Assignment: Among the entries that follow, how many lines contain the word "Rasytės"? Give the number alone.

Source records:
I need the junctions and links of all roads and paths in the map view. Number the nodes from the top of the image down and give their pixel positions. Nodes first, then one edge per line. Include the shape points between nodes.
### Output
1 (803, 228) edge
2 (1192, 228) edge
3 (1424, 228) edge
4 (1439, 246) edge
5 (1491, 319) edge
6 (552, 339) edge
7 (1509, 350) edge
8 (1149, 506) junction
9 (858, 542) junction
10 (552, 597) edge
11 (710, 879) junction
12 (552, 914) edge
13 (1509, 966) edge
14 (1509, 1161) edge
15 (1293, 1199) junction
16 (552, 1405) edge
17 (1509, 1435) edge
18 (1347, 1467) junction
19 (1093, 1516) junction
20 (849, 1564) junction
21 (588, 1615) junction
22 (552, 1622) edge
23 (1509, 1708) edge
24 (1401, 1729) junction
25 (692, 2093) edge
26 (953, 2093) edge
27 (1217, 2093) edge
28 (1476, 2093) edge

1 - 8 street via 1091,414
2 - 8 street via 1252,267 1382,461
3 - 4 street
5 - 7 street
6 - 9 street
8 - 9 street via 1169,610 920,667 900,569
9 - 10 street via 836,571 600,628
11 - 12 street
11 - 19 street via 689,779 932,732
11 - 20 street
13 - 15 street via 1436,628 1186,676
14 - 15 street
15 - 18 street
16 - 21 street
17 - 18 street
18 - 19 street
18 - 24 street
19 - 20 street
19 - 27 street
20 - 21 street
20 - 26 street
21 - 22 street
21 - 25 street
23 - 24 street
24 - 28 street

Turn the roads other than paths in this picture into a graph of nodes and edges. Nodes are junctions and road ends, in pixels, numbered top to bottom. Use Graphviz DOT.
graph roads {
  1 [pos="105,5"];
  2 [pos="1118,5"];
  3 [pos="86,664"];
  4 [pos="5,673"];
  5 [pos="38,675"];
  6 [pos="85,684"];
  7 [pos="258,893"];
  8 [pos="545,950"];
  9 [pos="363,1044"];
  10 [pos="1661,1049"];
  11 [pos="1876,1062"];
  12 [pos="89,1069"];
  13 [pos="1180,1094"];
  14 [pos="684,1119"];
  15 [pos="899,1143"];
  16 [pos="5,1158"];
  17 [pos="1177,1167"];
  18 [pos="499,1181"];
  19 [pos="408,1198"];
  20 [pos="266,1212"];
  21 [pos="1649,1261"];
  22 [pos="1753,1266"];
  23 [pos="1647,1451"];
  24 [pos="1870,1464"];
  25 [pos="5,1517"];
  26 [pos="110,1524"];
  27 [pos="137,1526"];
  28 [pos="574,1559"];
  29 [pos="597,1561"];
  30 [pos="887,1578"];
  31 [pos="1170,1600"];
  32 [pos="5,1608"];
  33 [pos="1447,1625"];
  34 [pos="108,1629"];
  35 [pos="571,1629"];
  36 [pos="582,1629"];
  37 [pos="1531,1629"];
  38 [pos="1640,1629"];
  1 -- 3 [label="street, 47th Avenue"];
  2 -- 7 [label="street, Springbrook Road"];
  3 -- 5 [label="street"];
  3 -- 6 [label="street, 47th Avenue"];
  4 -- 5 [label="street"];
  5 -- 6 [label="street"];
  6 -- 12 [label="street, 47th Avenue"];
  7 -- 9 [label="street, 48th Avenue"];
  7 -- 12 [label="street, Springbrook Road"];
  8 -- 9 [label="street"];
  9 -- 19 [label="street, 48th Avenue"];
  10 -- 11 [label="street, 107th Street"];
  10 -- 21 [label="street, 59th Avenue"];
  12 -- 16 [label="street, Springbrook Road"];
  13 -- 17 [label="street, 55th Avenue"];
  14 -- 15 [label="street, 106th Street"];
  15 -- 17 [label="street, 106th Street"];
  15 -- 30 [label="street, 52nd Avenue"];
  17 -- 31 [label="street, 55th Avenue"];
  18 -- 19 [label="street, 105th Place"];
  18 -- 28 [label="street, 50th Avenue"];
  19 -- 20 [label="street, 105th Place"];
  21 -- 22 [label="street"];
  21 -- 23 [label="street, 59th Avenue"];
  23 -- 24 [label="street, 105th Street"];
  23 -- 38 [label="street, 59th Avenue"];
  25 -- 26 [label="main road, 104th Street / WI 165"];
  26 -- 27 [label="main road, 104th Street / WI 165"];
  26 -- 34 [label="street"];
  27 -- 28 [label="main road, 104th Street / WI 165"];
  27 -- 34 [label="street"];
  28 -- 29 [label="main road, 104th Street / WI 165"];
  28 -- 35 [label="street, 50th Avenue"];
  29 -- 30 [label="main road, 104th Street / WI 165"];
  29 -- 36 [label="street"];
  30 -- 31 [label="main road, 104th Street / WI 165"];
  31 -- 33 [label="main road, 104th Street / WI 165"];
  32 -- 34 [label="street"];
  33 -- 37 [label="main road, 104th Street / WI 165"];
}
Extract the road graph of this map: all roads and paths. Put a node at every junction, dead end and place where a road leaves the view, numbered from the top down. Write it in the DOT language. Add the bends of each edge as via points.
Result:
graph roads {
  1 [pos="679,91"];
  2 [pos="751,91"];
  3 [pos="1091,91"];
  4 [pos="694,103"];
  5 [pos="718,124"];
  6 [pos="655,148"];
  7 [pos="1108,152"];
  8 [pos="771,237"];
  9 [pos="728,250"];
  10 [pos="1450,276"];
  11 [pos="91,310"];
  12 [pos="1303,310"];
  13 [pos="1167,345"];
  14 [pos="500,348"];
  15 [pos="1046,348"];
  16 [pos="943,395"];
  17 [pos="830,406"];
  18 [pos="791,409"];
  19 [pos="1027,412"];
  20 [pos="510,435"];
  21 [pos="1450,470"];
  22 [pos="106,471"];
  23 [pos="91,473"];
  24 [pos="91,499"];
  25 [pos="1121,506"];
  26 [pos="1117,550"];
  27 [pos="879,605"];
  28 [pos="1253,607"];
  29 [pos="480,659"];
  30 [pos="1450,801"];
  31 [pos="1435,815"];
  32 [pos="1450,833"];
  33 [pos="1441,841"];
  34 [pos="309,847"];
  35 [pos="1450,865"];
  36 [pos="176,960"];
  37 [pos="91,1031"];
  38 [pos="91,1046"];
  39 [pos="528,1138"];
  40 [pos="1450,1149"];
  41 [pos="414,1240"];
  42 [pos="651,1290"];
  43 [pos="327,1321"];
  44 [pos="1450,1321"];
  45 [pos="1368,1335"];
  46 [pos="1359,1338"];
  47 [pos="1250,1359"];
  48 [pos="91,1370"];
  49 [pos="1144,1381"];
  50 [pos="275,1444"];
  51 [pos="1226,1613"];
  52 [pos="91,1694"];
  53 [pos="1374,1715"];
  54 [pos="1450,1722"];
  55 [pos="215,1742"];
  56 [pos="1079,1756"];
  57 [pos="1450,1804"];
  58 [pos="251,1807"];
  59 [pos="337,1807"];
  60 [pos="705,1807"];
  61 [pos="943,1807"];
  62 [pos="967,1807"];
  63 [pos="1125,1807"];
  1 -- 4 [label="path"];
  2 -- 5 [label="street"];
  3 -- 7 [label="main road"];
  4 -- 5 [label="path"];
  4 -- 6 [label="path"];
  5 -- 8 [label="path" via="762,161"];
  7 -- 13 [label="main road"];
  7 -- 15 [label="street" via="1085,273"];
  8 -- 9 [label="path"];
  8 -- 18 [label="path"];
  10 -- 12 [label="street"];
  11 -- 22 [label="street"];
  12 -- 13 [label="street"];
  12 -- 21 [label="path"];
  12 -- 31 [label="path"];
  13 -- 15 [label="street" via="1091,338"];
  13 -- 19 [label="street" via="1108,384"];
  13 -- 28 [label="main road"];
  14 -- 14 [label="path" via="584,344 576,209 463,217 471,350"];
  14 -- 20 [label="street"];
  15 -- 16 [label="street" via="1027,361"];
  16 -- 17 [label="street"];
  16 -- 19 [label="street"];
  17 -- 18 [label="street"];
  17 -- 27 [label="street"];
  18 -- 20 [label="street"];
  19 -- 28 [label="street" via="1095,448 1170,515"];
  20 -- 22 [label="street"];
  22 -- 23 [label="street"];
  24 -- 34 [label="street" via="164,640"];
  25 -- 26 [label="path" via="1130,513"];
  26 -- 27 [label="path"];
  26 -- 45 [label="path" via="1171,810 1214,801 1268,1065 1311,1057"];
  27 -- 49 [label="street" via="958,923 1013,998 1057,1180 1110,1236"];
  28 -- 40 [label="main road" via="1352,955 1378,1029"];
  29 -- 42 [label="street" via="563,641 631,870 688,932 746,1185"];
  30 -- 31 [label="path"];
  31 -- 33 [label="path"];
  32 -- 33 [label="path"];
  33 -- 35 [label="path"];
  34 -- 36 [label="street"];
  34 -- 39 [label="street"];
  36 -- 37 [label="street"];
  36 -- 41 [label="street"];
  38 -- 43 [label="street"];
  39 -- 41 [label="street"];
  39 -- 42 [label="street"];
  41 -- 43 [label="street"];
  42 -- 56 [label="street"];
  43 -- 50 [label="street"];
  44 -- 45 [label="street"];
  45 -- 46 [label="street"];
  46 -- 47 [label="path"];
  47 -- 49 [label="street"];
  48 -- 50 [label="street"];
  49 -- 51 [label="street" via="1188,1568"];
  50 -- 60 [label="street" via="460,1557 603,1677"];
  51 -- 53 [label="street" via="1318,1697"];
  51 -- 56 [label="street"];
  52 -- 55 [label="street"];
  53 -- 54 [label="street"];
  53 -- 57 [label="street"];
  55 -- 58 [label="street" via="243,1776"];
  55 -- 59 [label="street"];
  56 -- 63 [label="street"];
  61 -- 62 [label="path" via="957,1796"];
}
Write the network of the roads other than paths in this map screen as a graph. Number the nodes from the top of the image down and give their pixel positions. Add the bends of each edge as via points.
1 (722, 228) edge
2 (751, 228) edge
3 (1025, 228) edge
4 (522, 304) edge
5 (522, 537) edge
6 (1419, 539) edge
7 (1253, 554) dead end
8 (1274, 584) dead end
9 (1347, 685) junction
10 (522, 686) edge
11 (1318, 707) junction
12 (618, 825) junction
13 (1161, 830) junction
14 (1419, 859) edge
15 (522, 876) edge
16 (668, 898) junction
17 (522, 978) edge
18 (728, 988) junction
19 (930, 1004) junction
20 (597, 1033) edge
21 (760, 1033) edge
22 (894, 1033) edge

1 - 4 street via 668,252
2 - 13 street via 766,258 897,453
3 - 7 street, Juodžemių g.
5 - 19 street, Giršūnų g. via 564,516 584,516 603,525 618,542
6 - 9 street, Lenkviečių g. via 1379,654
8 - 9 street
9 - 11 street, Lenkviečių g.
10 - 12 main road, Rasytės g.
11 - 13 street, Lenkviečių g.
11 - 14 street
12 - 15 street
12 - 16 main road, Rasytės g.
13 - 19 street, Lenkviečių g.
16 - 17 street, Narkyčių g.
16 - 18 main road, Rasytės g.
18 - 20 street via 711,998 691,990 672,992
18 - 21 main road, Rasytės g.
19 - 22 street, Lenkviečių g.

Worked solution: 4